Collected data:
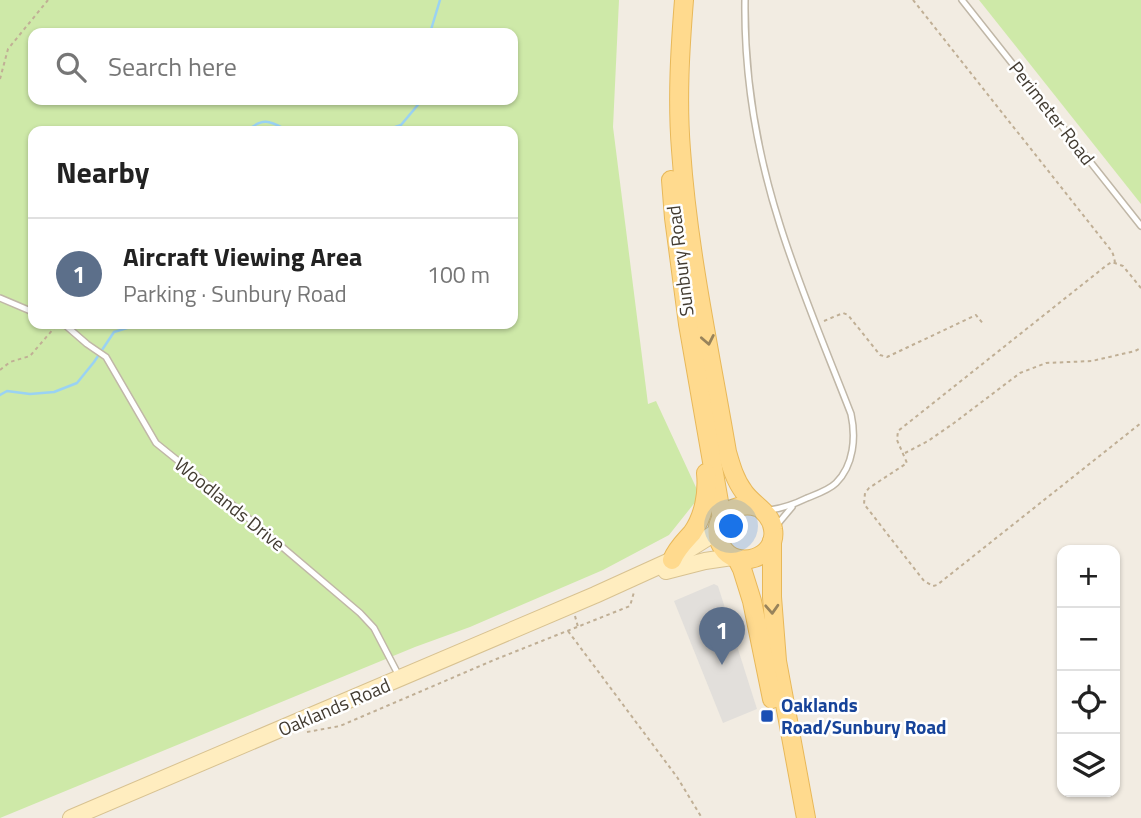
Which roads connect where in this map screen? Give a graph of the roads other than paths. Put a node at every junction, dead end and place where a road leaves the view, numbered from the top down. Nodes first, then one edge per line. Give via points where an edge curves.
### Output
1 (675, 0) edge
2 (684, 0) edge
3 (745, 0) edge
4 (962, 0) edge
5 (1141, 226) edge
6 (0, 298) edge
7 (28, 310) edge
8 (688, 324) junction
9 (70, 329) edge
10 (797, 503) junction
11 (760, 509) junction
12 (720, 525) junction
13 (773, 536) junction
14 (734, 558) junction
15 (674, 564) junction
16 (595, 595) junction
17 (400, 679) junction
18 (71, 818) edge
19 (804, 818) edge

1 - 8 main road, Sunbury Road via 668,113 674,218
2 -> 11 main road, Sunbury Road via 680,147 694,261 727,452 736,479
3 - 10 lane via 754,116 764,167 780,225 851,414 854,440 845,471 836,483
4 - 5 lane, Perimeter Road
6 - 7 lane
8 - 12 main road, Sunbury Road
8 - 15 main road via 707,487 696,527 676,550
9 - 17 lane, Woodlands Drive via 106,357 156,443 360,613 374,628
10 - 11 lane
10 - 13 lane
11 - 12 main road via 733,507
11 - 13 main road via 771,519
12 - 14 main road via 721,546
12 - 15 main road, Oaklands Road
13 - 14 main road via 762,555
13 -> 19 main road via 776,660
14 - 15 main road, Oaklands Road
14 - 19 main road via 749,591 780,740
15 - 16 main road, Oaklands Road
15 - 16 main road, Oaklands Road
16 - 17 main road, Oaklands Road
17 - 18 main road, Oaklands Road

**WHAT IS REQUIRED:**
When you print the records above, keep them exact and leave out the pictures.

**OUTPUT FOR THIS EXERCISE:**
Which roads connect where in this map screen? Give a graph of the roads other than paths. Put a node at every junction, dead end and place where a road leaves the view, numbered from the top down. Nodes first, then one edge per line. Give via points where an edge curves.
### Output
1 (675, 0) edge
2 (684, 0) edge
3 (745, 0) edge
4 (962, 0) edge
5 (1141, 226) edge
6 (0, 298) edge
7 (28, 310) edge
8 (688, 324) junction
9 (70, 329) edge
10 (797, 503) junction
11 (760, 509) junction
12 (720, 525) junction
13 (773, 536) junction
14 (734, 558) junction
15 (674, 564) junction
16 (595, 595) junction
17 (400, 679) junction
18 (71, 818) edge
19 (804, 818) edge

1 - 8 main road, Sunbury Road via 668,113 674,218
2 -> 11 main road, Sunbury Road via 680,147 694,261 727,452 736,479
3 - 10 lane via 754,116 764,167 780,225 851,414 854,440 845,471 836,483
4 - 5 lane, Perimeter Road
6 - 7 lane
8 - 12 main road, Sunbury Road
8 - 15 main road via 707,487 696,527 676,550
9 - 17 lane, Woodlands Drive via 106,357 156,443 360,613 374,628
10 - 11 lane
10 - 13 lane
11 - 12 main road via 733,507
11 - 13 main road via 771,519
12 - 14 main road via 721,546
12 - 15 main road, Oaklands Road
13 - 14 main road via 762,555
13 -> 19 main road via 776,660
14 - 15 main road, Oaklands Road
14 - 19 main road via 749,591 780,740
15 - 16 main road, Oaklands Road
15 - 16 main road, Oaklands Road
16 - 17 main road, Oaklands Road
17 - 18 main road, Oaklands Road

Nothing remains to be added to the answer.